Absolutly agree,I've had MF, And 3 JD's the one I've stuck w/ is 970 4x4 w/440 loader.The best tractor for the money i have had.I was worried about the Yanmar desiel but now have 545 hrs and starts the best ,cold weather of any i've had.


----------



## THREEJAYS (Jan 1, 2007)

Meant to add this also,please get 4x4 you will never regret it no matter whose tractor you get


----------



## copenhagen cowboy (Jan 2, 2007)

I have a john deere 1070 backhoe a 1957 international 300u   1965 massey ferguson 135 diesel and 2 1950 allis chalmbers model ca. John Deere runs good but the massey will out muscle any of my tractors. John Deere is more of a  fashion statement..


----------



## Duramax (Jan 3, 2007)

MF is there any other tractors?I have had 2 MF tractors a 135 and a 245.  Still have the 135 it is a mid 70's model and still runs just as strong as new.  I sold the 245 as to I didn't need 2 tractors.  For simplicity and durability the MF's are the only way to go.

MF (Massey Ferguson)


----------



## drenalin08 (Jan 3, 2007)

I kinda like my $2,000.00 1974 ford 2000 tractor,it runs great and bushhogs and plows with the best of 'em.


----------



## dixiegirl (Aug 23, 2008)

get a john deere because we have had one along time and it has been a really good one we plow,cut grass,little trees down with bush hog and it will plow up tough ground and is good to scrap drive ways with if have box blade mom's son.


----------



## PlumCrazy (Aug 26, 2008)

The best tractor is a friends tractor!


----------



## LureheadEd (Sep 4, 2008)

'48 Ford 8N....'nough said...


----------



## Branchminnow (Sep 4, 2008)

LureheadEd said:


> '48 Ford 8N....'nough said...



they are great tractors but there has been more folks hurt and killed on those older models because they were not experienced enough to drive them.......not saying that you dont know how just that alot of people think they will do more than they actually will.


----------



## letsemwalk (Sep 4, 2008)

John Deere or a Kubota.


----------



## Ths dog hunts!! (Sep 4, 2008)

I've got a Kabota 2150, Carrys a 6 ft Dixie chopper like it aint there!! , No problem w a 60" tiller, Haven't had any trouble in 12 yrs!!! Except th fuel filter stoppin up!!(MY Fault)


----------



## bulletproof1510 (Sep 4, 2008)

Wow you can tell it has gotten close to deer season. People's pulling these threads from way back. Go with Kubota or least with a dealer that is lovated near you.


----------



## Doyle (Sep 5, 2008)

I've got an older John Deere 950.  Decent tractor but doesn't have some of the more modern features (like live PTO and shift-on-the-fly transmission).   When I was talking to the mechanic at the JD dealer, I asked him what the most bullet-proof small tractor was.   Without blinking, he said that it was the 770, 990 series.   He said they have less trouble than any other small JD tractor.


----------



## Robert28 (Sep 8, 2008)

john deere 5203 MFWD


----------



## JBWSR (Sep 26, 2008)

I have a Kubota M-5400 for sale. 55 HP. runs like new $8000.00 ( just bought new one with cab).  If you ever buy a Kubota. You will never own anything else !


----------



## robbie the deer hunter (Sep 26, 2008)

the old john deere


----------



## Robert28 (Sep 29, 2008)

JBWSR said:


> I have a Kubota M-5400 for sale. 55 HP. runs like new $8000.00 ( just bought new one with cab).  If you ever buy a Kubota. You will never own anything else !



what'd you buy?



here's mine. just bought it about a month ago.


----------



## Jack Ryan (Sep 29, 2008)

Hesston. Love it. I use it for every thing from plowing, mowing, digging, snow removal.

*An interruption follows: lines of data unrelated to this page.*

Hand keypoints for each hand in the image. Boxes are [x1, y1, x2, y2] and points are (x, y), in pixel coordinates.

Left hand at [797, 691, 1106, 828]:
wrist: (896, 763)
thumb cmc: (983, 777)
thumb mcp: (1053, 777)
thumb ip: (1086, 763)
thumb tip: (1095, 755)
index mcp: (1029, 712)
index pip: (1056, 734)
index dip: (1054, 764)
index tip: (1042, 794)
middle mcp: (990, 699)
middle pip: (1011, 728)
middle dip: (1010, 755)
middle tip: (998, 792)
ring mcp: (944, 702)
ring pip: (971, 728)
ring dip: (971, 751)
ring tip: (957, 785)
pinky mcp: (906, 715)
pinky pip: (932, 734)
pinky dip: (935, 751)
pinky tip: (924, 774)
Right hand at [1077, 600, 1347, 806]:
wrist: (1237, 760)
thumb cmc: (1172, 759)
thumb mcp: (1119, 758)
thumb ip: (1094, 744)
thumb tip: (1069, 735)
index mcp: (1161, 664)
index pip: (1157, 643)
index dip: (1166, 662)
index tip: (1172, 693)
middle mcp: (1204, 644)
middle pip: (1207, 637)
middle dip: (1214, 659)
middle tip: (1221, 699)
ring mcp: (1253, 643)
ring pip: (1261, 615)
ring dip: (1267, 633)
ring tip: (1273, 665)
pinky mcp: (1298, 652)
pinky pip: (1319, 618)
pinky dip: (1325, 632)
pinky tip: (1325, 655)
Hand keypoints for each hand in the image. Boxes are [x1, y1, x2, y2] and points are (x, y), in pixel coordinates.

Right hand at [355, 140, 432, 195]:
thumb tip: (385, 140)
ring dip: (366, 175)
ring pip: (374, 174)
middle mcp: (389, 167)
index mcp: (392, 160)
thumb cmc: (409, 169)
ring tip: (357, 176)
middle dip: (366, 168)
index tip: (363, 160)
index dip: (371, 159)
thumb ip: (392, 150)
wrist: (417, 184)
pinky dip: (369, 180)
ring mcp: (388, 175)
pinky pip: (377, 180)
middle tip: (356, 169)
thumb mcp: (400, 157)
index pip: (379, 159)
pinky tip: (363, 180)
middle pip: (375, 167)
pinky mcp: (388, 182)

Bought it used about 5 years ago for $4000 and a KK 6'finish mower. Gradually picked up a 7' back blade for snow, a grader box, 2 bottom plow, a utility fork to pick up skids, and a drag bucket.

Buy used and  get bigger than you think you need. Go deisel.


----------



## mr4shootin (Oct 14, 2008)

redneck12 said:


> From what I've read here so far I will for saying this but you asked ...For the most part if all your going to do is drag a imp. you'll be alright for a while .....If you plan on using the pto alot or in thick stuff with the bush hog or hard dirt with a tiller you will be very disapointed in the kubota .....Like I said I know I aint going to make an friends with this but Kubota's have the worst gear box made they will strip weekly if used hard ...That is by far there worst prob...Most people dont relize it cause they dont use them hard ...Also you refering to metal or plastic I caint say anything for the plastic cause I dont know but the Kubota sheet metal is very thin the steps are very and bend easy...The bad part is they bend into a 24 ga fuel tank and bingo the first stump or big limb you run over you have a big fuel leak.......Also the roof if you by one with a roof is made out of a very hard plastic instead of softer plyabe plastic that gives so the first limb you got a hole...
> Is what it amounts to is buying a savage or a browing in a gun the will both work but one is built for the long hall and the other is built very cheap in hopes you wont use it to much...This is not my opion for dont care what you buy but I have 3 close friends that work as mec. for kabota and as they say they dont ever have to worry about work there always 6to 8 weeks behind.....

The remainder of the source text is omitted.